PPARA deficiency induces kidney damage and loss of cilia through impaired autophagy. (A) Blood samples from chow-fed wild-type (WT) mice, 48 h fasted WT mice, chow-fed ppara^−/− mice, and 48 h fasted ppara^−/− mice (n = 6) were prepared and serum levels of creatinine (CREA) and blood urea nitrogen (BUN) were determined. (B) Kidneys from chow-fed WT mice, 48 h fasted WT mice, chow-fed ppara^−/− mice group, and 48 h fasted ppara^−/− mice (n = 6) were removed and embedded in paraffin, and 5 μm sections were prepared. Kidney specimens were stained with hematoxylin and eosin (H&E). Damaged indices were calculated based on representative renal sections as described in Materials and Methods. (C) Kidney specimens (n = 6) were stained with Dolichos biflorus agglutinin (DBA, red). (D) Kidney specimens (n = 6) were immunostained with anti-ARL13B and Alexa Fluor 568-conjugated antibody as indicated.

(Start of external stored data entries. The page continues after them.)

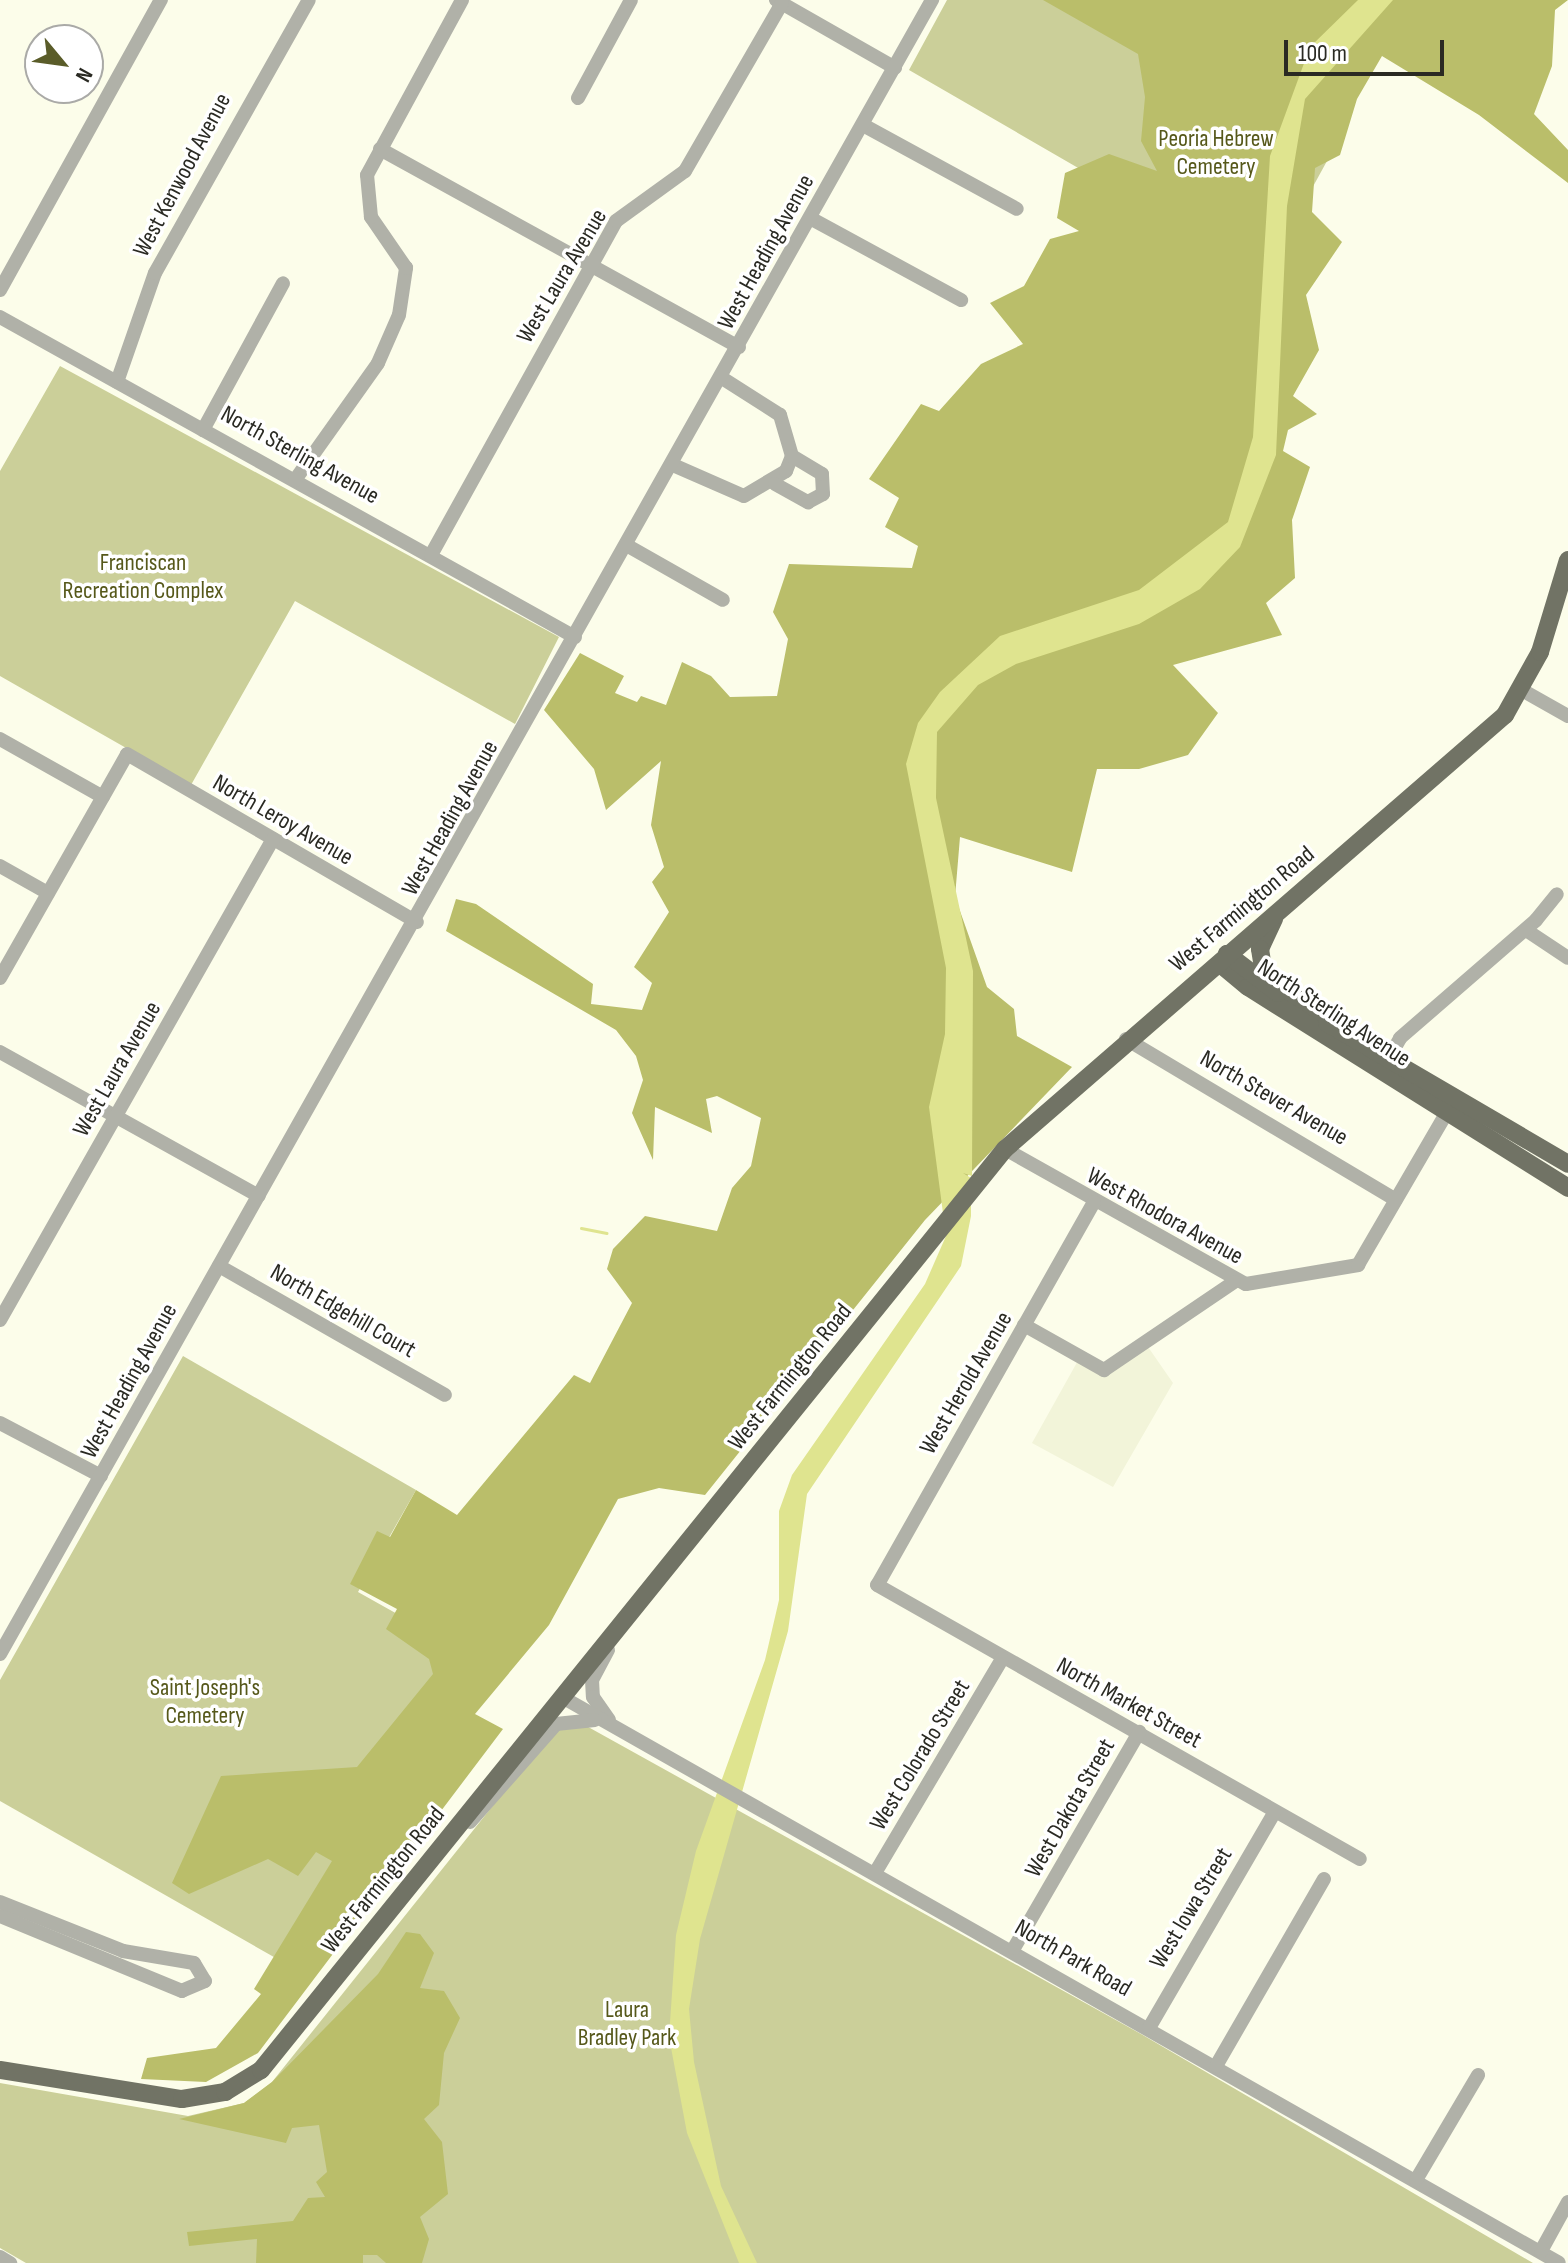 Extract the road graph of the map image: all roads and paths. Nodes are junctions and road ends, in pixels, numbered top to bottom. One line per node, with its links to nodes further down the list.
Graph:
1 (161, 0): 15 (street)
2 (309, 0): 20 (street, West Kenwood Avenue)
3 (462, 0): 10 (street)
4 (631, 0): 8 (street)
5 (932, 0): 7 (street, West Heading Avenue)
6 (779, 2): 7 (street); 13 (street, West Laura Avenue)
7 (895, 68): 9 (street, West Heading Avenue)
8 (578, 98)
9 (863, 125): 11 (street); 12 (street, West Heading Avenue)
10 (380, 149): 13 (street); 24 (street)
11 (1017, 209)
12 (810, 218): 16 (street); 18 (street, West Heading Avenue)
13 (590, 264): 18 (street); 27 (street, West Laura Avenue)
14 (283, 283): 21 (street)
15 (0, 290)
16 (961, 300)
17 (0, 317): 20 (street, North Sterling Avenue)
18 (739, 347): 19 (street, West Heading Avenue)
19 (722, 378): 22 (street); 23 (street, West Heading Avenue)
20 (117, 382): 21 (street, North Sterling Avenue)
21 (203, 430): 24 (street, North Sterling Avenue)
22 (792, 456): 25 (street); 25 (street)
23 (673, 465): 25 (street); 26 (street, West Heading Avenue)
24 (295, 480): 27 (street, North Sterling Avenue)
25 (775, 484)
26 (628, 546): 29 (street); 30 (street, West Heading Avenue)
27 (431, 555): 30 (street, North Sterling Avenue)
28 (1568, 560): 31 (main road, West Farmington Road)
29 (723, 600)
30 (575, 637): 40 (street, West Heading Avenue)
31 (1522, 690): 32 (street); 39 (main road, West Farmington Road)
32 (1568, 716)
33 (0, 739): 34 (street)
34 (103, 797): 35 (street, North Leroy Avenue); 37 (street)
35 (273, 839): 40 (street, North Leroy Avenue); 51 (street, West Laura Avenue)
36 (0, 866): 37 (street)
37 (48, 893): 44 (street)
38 (1557, 894): 41 (street)
39 (1295, 896): 42 (main road, West Farmington Road); 45 (main road)
40 (417, 922): 55 (street, West Heading Avenue)
41 (1526, 930): 43 (street); 48 (street)
42 (1227, 954): 45 (main road, North Sterling Avenue); 46 (main road, West Farmington Road); 48 (main road, North Sterling Avenue)
43 (1568, 958)
44 (0, 978)
45 (1332, 1026): 48 (main road, North Sterling Avenue)
46 (1126, 1039): 52 (main road, West Farmington Road); 56 (street, North Stever Avenue)
47 (0, 1052): 51 (street)
48 (1385, 1065): 49 (main road, North Sterling Avenue); 50 (main road, North Sterling Avenue)
49 (1456, 1096): 50 (street, West Rhodora Avenue); 53 (main road, North Sterling Avenue)
50 (1446, 1114): 54 (main road, North Sterling Avenue); 56 (street, West Rhodora Avenue)
51 (116, 1115): 55 (street); 60 (street, West Laura Avenue)
52 (1005, 1149): 57 (street, West Rhodora Avenue); 66 (main road, West Farmington Road)
53 (1568, 1164)
54 (1568, 1188)
55 (259, 1196): 58 (street, West Heading Avenue)
56 (1396, 1200): 59 (street, West Rhodora Avenue)
57 (1094, 1202): 59 (street, West Rhodora Avenue); 61 (street, West Herold Avenue)
58 (219, 1266): 62 (street, North Edgehill Court); 64 (street, West Heading Avenue)
59 (1234, 1282): 61 (street)
60 (0, 1320)
61 (1024, 1325): 65 (street, West Herold Avenue)
62 (445, 1395)
63 (0, 1423): 64 (street)
64 (101, 1476): 67 (street, West Heading Avenue)
65 (877, 1585): 68 (street, North Market Street)
66 (626, 1617): 69 (main road, West Farmington Road); 70 (street)
67 (0, 1654)
68 (1002, 1659): 71 (street, North Market Street); 75 (street, West Colorado Street)
69 (562, 1697): 70 (street, North Park Road); 73 (main road, West Farmington Road)
70 (614, 1726): 73 (street); 75 (street, North Park Road)
71 (1139, 1732): 72 (street, North Market Street); 79 (street, West Dakota Street)
72 (1274, 1813): 74 (street, North Market Street); 80 (street, West Iowa Street)
73 (436, 1853): 82 (main road, West Farmington Road)
74 (1360, 1859)
75 (875, 1873): 79 (street, North Park Road)
76 (1324, 1879): 81 (street)
77 (0, 1902): 78 (street)
78 (0, 1916)
79 (1014, 1948): 80 (street, North Park Road)
80 (1149, 2028): 81 (street, North Park Road)
81 (1216, 2066): 84 (street, North Park Road)
82 (0, 2070)
83 (1478, 2075): 84 (street)
84 (1416, 2180): 86 (street, North Park Road)
85 (1568, 2202): 86 (street)
86 (1541, 2251): 89 (street, North Park Road)
87 (0, 2257): 88 (street)
88 (10, 2263)
89 (1559, 2263)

Data shown represent mean ± s. d. percentage of cells with primary cilia for 1000 cells per kidney in 6 samples. (E and F) Total RNAs or proteins were extracted from kidneys (n = 6) and analyzed by quantitative real-time polymerase chain reaction (qPCR) or immunoblotted as indicated. Black arrows, damaged area. *P < 0.05, **P < 0.01 and ***P < 0.001, one-way ANOVA, as compared to those from WT fasted group or WT fed group.